Nonsteroidal anti-inflammatory drugs (NSAIDs) are widely used as part of multimodal analgesia, but their association with acute kidney injury (AKI) in patients undergoing elective surgery remains uncertain. We conducted a retrospective, propensity score-matched study at a single-center academic hospital (ChiCTR2300076725). The primary outcome was the incidence of AKI, defined by the Kidney Disease: Improving Global Outcomes (KDIGO) serum creatinine criteria, compared between patients who did and did not receive NSAIDs during surgery. Secondary outcomes included AKI severity staging and prolonged postoperative hospitalization (≥7 days). A total of 11,139 patients were included, with 3,361 in the NSAIDs group and 7,778 in the control group. After propensity score matching (PSM), 3,361 matched pairs were obtained. The incidence of postoperative AKI was comparable between the NSAIDs and control groups after matching (4.2% vs. 4.2%, p > 0.999).

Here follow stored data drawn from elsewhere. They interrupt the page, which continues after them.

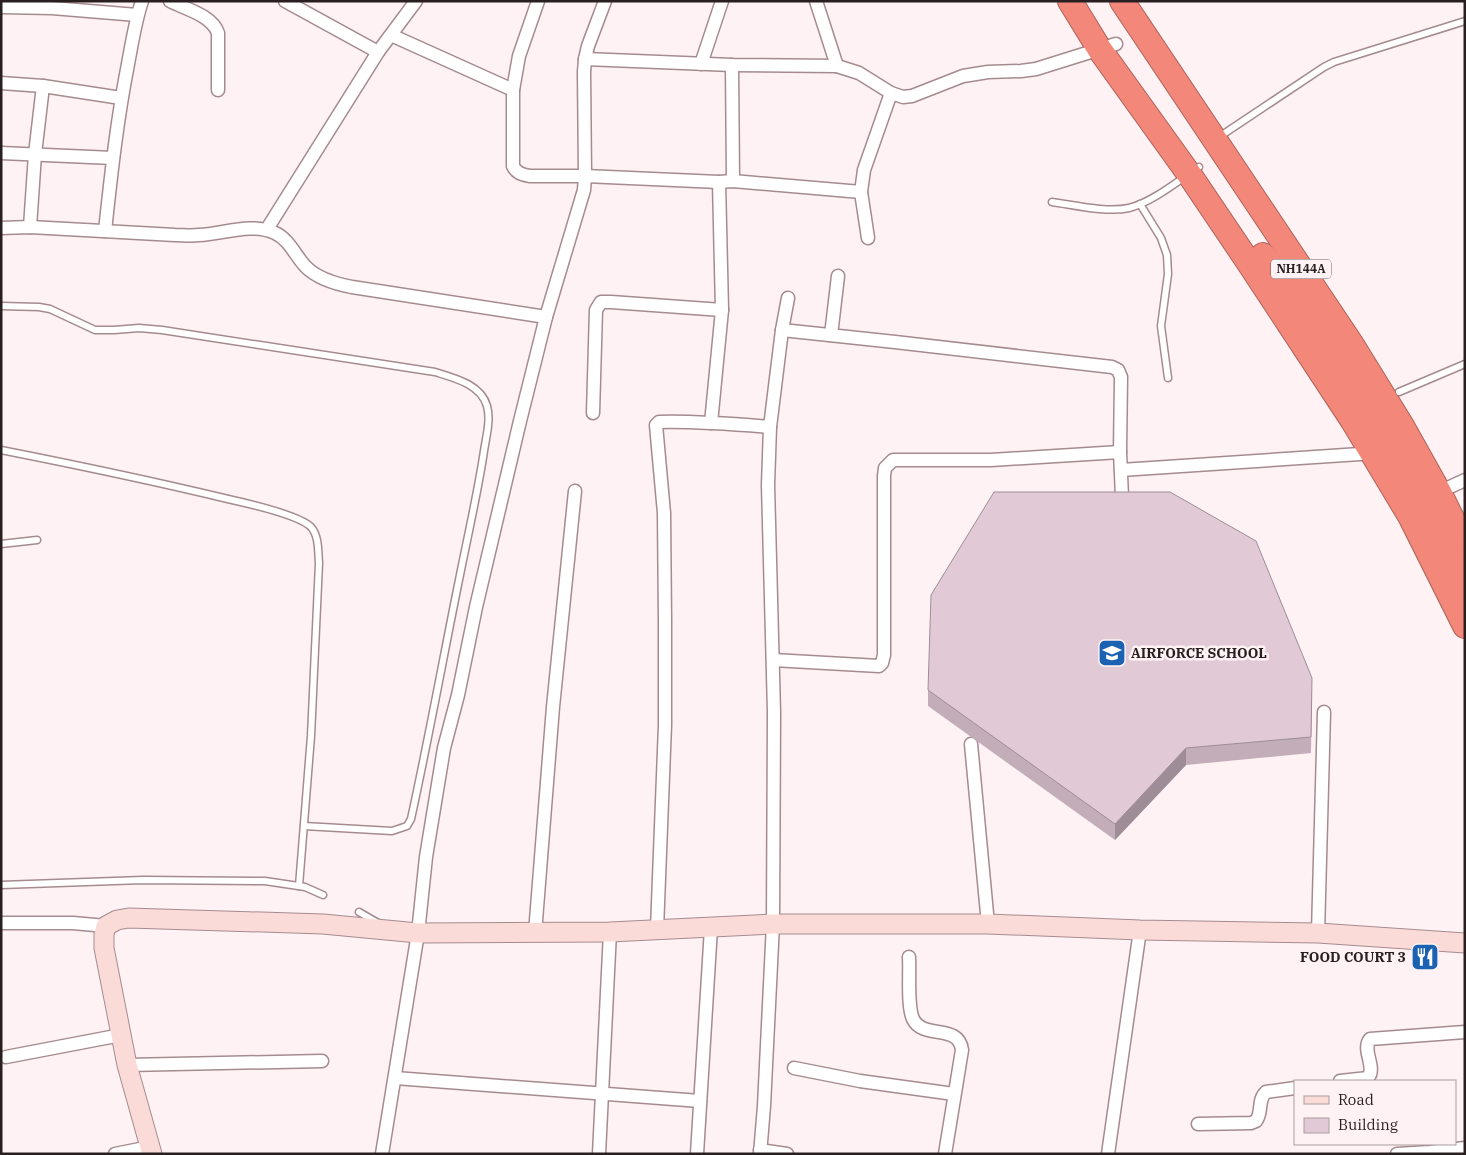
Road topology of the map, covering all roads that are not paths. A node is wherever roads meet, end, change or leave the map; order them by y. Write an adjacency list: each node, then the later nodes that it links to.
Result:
1 (142, 1): 14 (street)
2 (170, 1): 25 (street)
3 (285, 1): 18 (street)
4 (416, 1): 16 (street)
5 (538, 1): 26 (street)
6 (605, 1): 19 (street)
7 (722, 1): 20 (street)
8 (816, 1): 22 (street)
9 (1070, 1): 17 (highway)
10 (1088, 1): 17 (highway, NH144A)
11 (1122, 1): 29 (highway, NH144A)
12 (1137, 1): 29 (highway)
13 (1, 6): 14 (street)
14 (137, 15): 28 (street)
15 (1465, 20): 29 (lane)
16 (391, 35): 18 (street); 26 (street)
17 (1108, 46): 27 (street); 33 (highway, NH144A)
18 (378, 52): 42 (street)
19 (585, 59): 20 (street); 34 (street)
20 (701, 64): 21 (street)
21 (732, 66): 22 (street); 35 (street)
22 (837, 66): 27 (street)
23 (1, 83): 24 (street)
24 (42, 86): 28 (street); 31 (street)
25 (218, 90)
26 (513, 90): 34 (street)
27 (890, 93): 37 (street)
28 (121, 98): 32 (street)
29 (1220, 136): 54 (highway); 62 (highway, NH144A)
30 (1, 153): 31 (street)
31 (36, 154): 32 (street); 40 (street)
32 (113, 158): 43 (street)
33 (1194, 170): 39 (lane); 60 (highway, NH144A)
34 (585, 176): 36 (street); 49 (street)
35 (733, 181): 36 (street); 37 (street)
36 (719, 182): 48 (street)
37 (861, 192): 44 (street)
38 (1052, 202): 39 (lane)
39 (1140, 204): 53 (lane)
40 (30, 227): 41 (street); 43 (street)
41 (1, 228)
42 (267, 230): 43 (street); 49 (street)
43 (105, 231)
44 (868, 238)
45 (838, 276): 51 (street)
46 (788, 298): 50 (street)
47 (1, 306): 75 (lane)
48 (722, 310): 55 (street); 56 (street)
49 (546, 316): 89 (street)
50 (782, 330): 51 (street); 57 (street)
51 (831, 335): 59 (street)
52 (1465, 364): 54 (lane)
53 (1168, 378)
54 (1399, 392): 62 (highway)
55 (593, 412)
56 (711, 423): 57 (street); 85 (street)
57 (770, 427): 72 (street)
58 (1, 450): 75 (lane)
59 (1120, 452): 61 (street); 72 (street)
60 (1383, 452): 61 (street); 63 (highway, NH144A)
61 (1121, 470): 65 (street)
62 (1452, 486): 66 (highway); 69 (highway, NH144A)
63 (1402, 487): 69 (highway, NH144A); 71 (highway)
64 (575, 491): 90 (street)
65 (1122, 497)
66 (1465, 513)
67 (37, 540): 68 (lane)
68 (1, 544)
69 (1460, 549): 70 (highway, NH144A)
70 (1465, 586)
71 (1465, 626)
72 (773, 660): 81 (street)
73 (1324, 712): 91 (street)
74 (971, 744): 82 (street)
75 (304, 826): 77 (lane)
76 (1, 885): 77 (lane)
77 (299, 886): 78 (lane)
78 (323, 895)
79 (359, 912): 86 (lane)
80 (1, 923): 83 (street)
81 (773, 924): 82 (street); 84 (street); 109 (street)
82 (988, 924): 87 (street)
83 (106, 926): 86 (street); 95 (street)
84 (711, 928): 85 (street); 105 (street)
85 (657, 929): 88 (street)
86 (392, 930): 89 (street)
87 (1140, 930): 91 (street); 116 (street)
88 (610, 932): 90 (street); 103 (street)
89 (418, 933): 90 (street); 100 (street)
90 (535, 933)
91 (1318, 934): 92 (street)
92 (1465, 943)
93 (909, 957): 104 (street)
94 (1465, 1032): 101 (street)
95 (121, 1035): 96 (street); 98 (street)
96 (6, 1057)
97 (322, 1061): 98 (street)
98 (127, 1065): 108 (street)
99 (794, 1068): 104 (street)
100 (395, 1078): 103 (street); 111 (street)
101 (1349, 1080)
102 (1294, 1088): 106 (street)
103 (602, 1093): 105 (street); 112 (street)
104 (954, 1094): 115 (street)
105 (700, 1101): 113 (street)
106 (1198, 1124)
107 (1465, 1148): 117 (street)
108 (151, 1150): 110 (street)
109 (760, 1152): 114 (street)
110 (115, 1154)
111 (382, 1154)
112 (599, 1154)
113 (697, 1154)
114 (787, 1154)
115 (945, 1154)
116 (1108, 1154)
117 (1397, 1154)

The distribution of AKI stages (p = 0.830) and the median duration of postoperative hospital stay were also comparable between the two groups (both 6 days, p = 0.290). Sequentially adjusted logistic regression models consistently showed no significant association between NSAIDs and AKI, AKI staging, or prolonged hospitalization, both before and after PSM. Stratified analyses by NSAID type and dose-response analyses revealed no significant association with AKI. A sensitivity analysis using complete cases without imputation (n = 9,385) yielded consistent results. In conclusion, intraoperative NSAIDs administration was not independently associated with an increased risk of postoperative AKI in patients undergoing major noncardiac surgery.